> _Activity_:
Whatever the records say, repeat them exactly as given.

> _Exercise material_:
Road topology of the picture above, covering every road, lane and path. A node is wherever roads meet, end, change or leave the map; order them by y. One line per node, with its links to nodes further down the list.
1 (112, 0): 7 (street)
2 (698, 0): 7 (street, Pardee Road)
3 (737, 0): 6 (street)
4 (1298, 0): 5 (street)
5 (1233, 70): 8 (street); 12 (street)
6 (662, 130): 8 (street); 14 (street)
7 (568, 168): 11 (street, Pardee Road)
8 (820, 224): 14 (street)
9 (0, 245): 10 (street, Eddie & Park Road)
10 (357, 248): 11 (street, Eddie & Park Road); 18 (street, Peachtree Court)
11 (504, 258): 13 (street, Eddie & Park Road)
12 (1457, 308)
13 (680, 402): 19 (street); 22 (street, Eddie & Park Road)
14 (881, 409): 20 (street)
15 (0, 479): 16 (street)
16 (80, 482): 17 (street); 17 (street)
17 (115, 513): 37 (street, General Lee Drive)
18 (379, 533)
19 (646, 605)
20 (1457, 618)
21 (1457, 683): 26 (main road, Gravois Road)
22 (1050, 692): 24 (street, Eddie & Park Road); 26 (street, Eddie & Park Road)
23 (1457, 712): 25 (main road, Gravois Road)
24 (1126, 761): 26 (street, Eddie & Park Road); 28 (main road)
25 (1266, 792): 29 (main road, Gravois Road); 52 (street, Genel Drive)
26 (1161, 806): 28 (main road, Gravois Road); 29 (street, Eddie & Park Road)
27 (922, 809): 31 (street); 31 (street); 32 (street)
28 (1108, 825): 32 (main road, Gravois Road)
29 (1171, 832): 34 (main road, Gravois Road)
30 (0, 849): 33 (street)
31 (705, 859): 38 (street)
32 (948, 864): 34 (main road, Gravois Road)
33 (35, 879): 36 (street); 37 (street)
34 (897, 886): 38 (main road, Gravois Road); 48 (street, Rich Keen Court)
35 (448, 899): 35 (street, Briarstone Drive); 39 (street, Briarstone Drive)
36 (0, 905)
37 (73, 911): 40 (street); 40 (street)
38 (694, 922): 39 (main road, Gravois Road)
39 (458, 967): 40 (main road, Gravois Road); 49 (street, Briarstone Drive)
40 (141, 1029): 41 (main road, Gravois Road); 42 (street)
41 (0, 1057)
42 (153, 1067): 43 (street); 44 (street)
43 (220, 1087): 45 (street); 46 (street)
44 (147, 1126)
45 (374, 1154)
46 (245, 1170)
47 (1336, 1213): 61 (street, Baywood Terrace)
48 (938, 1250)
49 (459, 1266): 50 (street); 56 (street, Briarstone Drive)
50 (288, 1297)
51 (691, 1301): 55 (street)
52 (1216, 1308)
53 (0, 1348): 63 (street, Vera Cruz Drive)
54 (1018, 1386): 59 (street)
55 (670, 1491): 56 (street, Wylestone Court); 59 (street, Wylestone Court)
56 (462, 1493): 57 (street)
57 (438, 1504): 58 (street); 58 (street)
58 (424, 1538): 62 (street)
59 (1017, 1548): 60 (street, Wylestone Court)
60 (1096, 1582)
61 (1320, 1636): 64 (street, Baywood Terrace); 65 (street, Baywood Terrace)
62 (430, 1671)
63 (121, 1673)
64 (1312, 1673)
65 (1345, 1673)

> _Answer for this exercise_:
Road topology of the picture above, covering every road, lane and path. A node is wherever roads meet, end, change or leave the map; order them by y. One line per node, with its links to nodes further down the list.
1 (112, 0): 7 (street)
2 (698, 0): 7 (street, Pardee Road)
3 (737, 0): 6 (street)
4 (1298, 0): 5 (street)
5 (1233, 70): 8 (street); 12 (street)
6 (662, 130): 8 (street); 14 (street)
7 (568, 168): 11 (street, Pardee Road)
8 (820, 224): 14 (street)
9 (0, 245): 10 (street, Eddie & Park Road)
10 (357, 248): 11 (street, Eddie & Park Road); 18 (street, Peachtree Court)
11 (504, 258): 13 (street, Eddie & Park Road)
12 (1457, 308)
13 (680, 402): 19 (street); 22 (street, Eddie & Park Road)
14 (881, 409): 20 (street)
15 (0, 479): 16 (street)
16 (80, 482): 17 (street); 17 (street)
17 (115, 513): 37 (street, General Lee Drive)
18 (379, 533)
19 (646, 605)
20 (1457, 618)
21 (1457, 683): 26 (main road, Gravois Road)
22 (1050, 692): 24 (street, Eddie & Park Road); 26 (street, Eddie & Park Road)
23 (1457, 712): 25 (main road, Gravois Road)
24 (1126, 761): 26 (street, Eddie & Park Road); 28 (main road)
25 (1266, 792): 29 (main road, Gravois Road); 52 (street, Genel Drive)
26 (1161, 806): 28 (main road, Gravois Road); 29 (street, Eddie & Park Road)
27 (922, 809): 31 (street); 31 (street); 32 (street)
28 (1108, 825): 32 (main road, Gravois Road)
29 (1171, 832): 34 (main road, Gravois Road)
30 (0, 849): 33 (street)
31 (705, 859): 38 (street)
32 (948, 864): 34 (main road, Gravois Road)
33 (35, 879): 36 (street); 37 (street)
34 (897, 886): 38 (main road, Gravois Road); 48 (street, Rich Keen Court)
35 (448, 899): 35 (street, Briarstone Drive); 39 (street, Briarstone Drive)
36 (0, 905)
37 (73, 911): 40 (street); 40 (street)
38 (694, 922): 39 (main road, Gravois Road)
39 (458, 967): 40 (main road, Gravois Road); 49 (street, Briarstone Drive)
40 (141, 1029): 41 (main road, Gravois Road); 42 (street)
41 (0, 1057)
42 (153, 1067): 43 (street); 44 (street)
43 (220, 1087): 45 (street); 46 (street)
44 (147, 1126)
45 (374, 1154)
46 (245, 1170)
47 (1336, 1213): 61 (street, Baywood Terrace)
48 (938, 1250)
49 (459, 1266): 50 (street); 56 (street, Briarstone Drive)
50 (288, 1297)
51 (691, 1301): 55 (street)
52 (1216, 1308)
53 (0, 1348): 63 (street, Vera Cruz Drive)
54 (1018, 1386): 59 (street)
55 (670, 1491): 56 (street, Wylestone Court); 59 (street, Wylestone Court)
56 (462, 1493): 57 (street)
57 (438, 1504): 58 (street); 58 (street)
58 (424, 1538): 62 (street)
59 (1017, 1548): 60 (street, Wylestone Court)
60 (1096, 1582)
61 (1320, 1636): 64 (street, Baywood Terrace); 65 (street, Baywood Terrace)
62 (430, 1671)
63 (121, 1673)
64 (1312, 1673)
65 (1345, 1673)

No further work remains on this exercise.